Ich eröffne mit dem BGH, Beschl. v. 12.07.2022 – 3 StR 121/22.

Das Landgericht hat den Angeklagten wegen eines in Mönchengladbach begangenen besonders schweren Raubes in Tateinheit mit gefährlicher Körperverletzung und Besitz von Betäubungsmitteln in nicht geringer Menge sowie wegen einer in Ü. begangenen Einfuhr von Betäubungsmitteln in nicht geringer Menge in Tateinheit mit Fahren ohne Fahrerlaubnis zu einer Gesamtfreiheitsstrafe verurteilt. Dagegen wendet sich der Angeklagte mit seiner Revision, die teilweise Erfolg hatte. Der BGH hat die Veurteilung wegen einer in Ü. begangenen Einfuhr von Betäubungsmitteln in nicht geringer Menge in Tateinheit mit Fahren ohne Fahrerlaubnis aufgehoben:

„1. Die Verurteilung des Angeklagten in Bezug auf Fall II. 4. der Urteilsgründe kann nicht bestehen bleiben, weil das Landgericht für die Entscheidung sachlich nicht zuständig war. Dieser Mangel ist gemäß § 6 StPO vom Revisionsgericht von Amts wegen zu beachten (vgl. BGH, Beschlüsse vom 3. Mai 1990 – 4 StR 177/90 , BGHR StPO § 4 Verbindung 3 ; vom 1. Dezember 2005 – 4 StR 426/05 , juris Rn. 3).

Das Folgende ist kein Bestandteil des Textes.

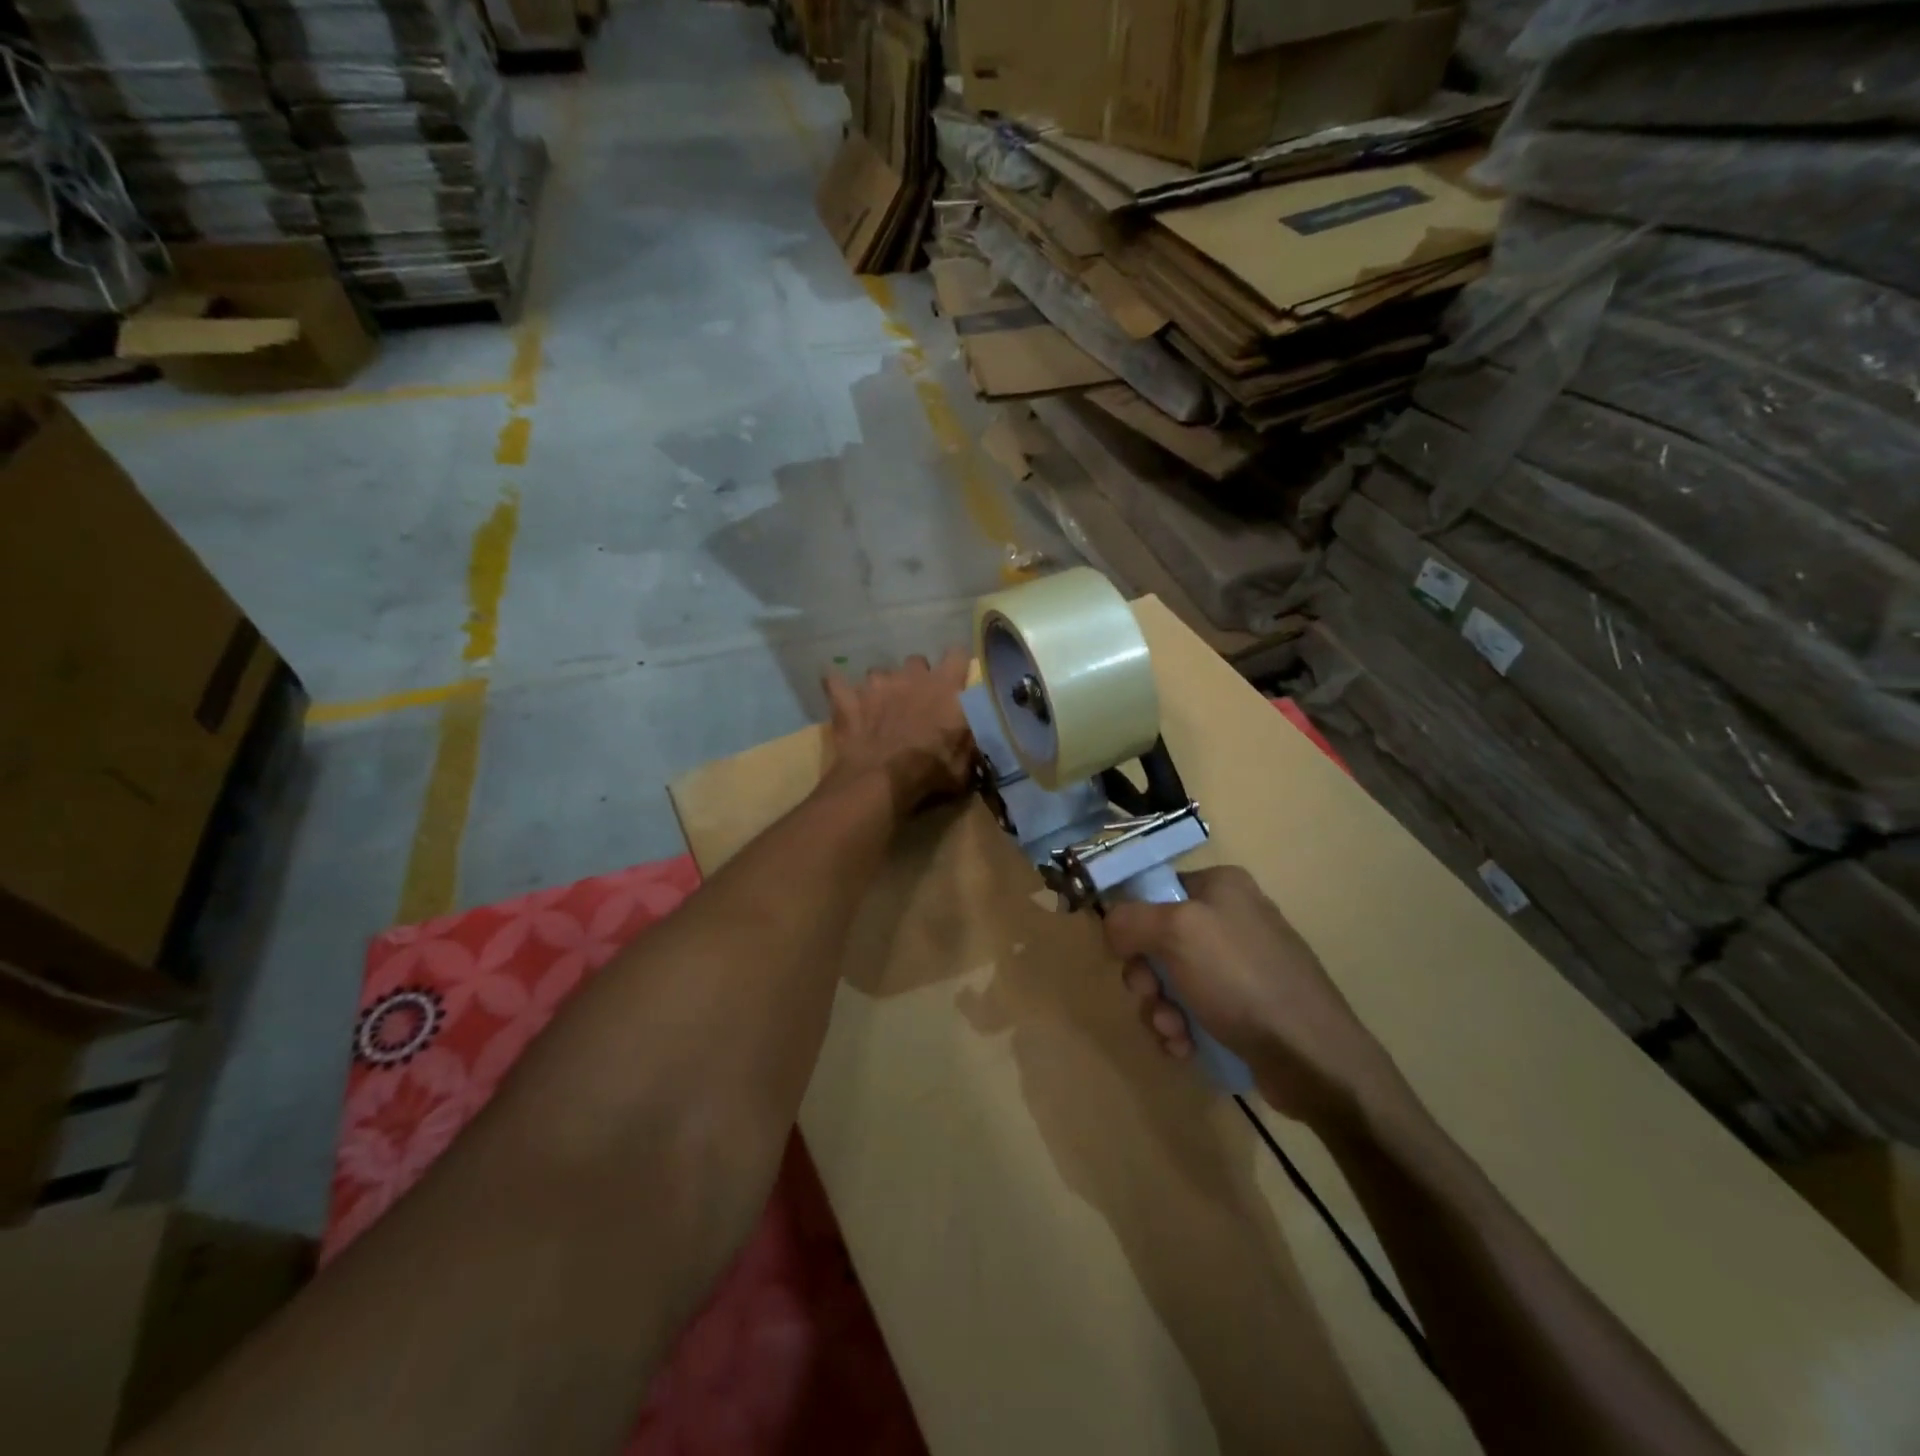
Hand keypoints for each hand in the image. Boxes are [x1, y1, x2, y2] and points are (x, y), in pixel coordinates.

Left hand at [821, 651, 974, 818]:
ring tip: (880, 708)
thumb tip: (970, 732)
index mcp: (946, 688)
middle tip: (916, 701)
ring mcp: (876, 684)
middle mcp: (912, 676)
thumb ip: (968, 739)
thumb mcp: (964, 763)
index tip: (955, 678)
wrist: (881, 781)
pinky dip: (839, 687)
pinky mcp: (847, 698)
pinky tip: (839, 693)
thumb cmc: (930, 772)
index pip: (958, 654)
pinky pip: (836, 682)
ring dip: (882, 687)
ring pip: (880, 673)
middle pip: (917, 662)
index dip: (956, 664)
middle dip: (917, 678)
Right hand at [1103, 866, 1400, 1127]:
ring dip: (1160, 1009)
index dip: (1132, 921)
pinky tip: (1186, 1048)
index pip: (1155, 889)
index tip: (1125, 953)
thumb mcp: (1176, 932)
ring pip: (1172, 980)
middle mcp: (1232, 918)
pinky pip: (1194, 1010)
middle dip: (1146, 976)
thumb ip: (1130, 919)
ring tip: (1173, 1032)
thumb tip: (1113, 927)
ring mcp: (1241, 966)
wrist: (1312, 1057)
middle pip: (1158, 940)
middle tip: (1150, 997)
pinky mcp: (1247, 1007)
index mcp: (1221, 886)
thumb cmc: (1240, 980)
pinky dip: (1182, 1029)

Die Staatsanwaltschaft Aachen hatte wegen dieser Tat Anklage zum Amtsgericht – Schöffengericht – Geilenkirchen erhoben, das sie zur Hauptverhandlung zugelassen und das Hauptverfahren eröffnet hatte. Nachdem die Vorsitzende des Schöffengerichts erfahren hatte, dass gegen den Angeklagten ein Verfahren vor dem Landgericht Mönchengladbach anhängig war und Bereitschaft bestand, das Verfahren „zu übernehmen“, hat sie es dorthin abgegeben. Durch Beschluss vom 19. April 2021 hat das Landgericht dieses zu dem bei sich anhängigen Verfahren verbunden.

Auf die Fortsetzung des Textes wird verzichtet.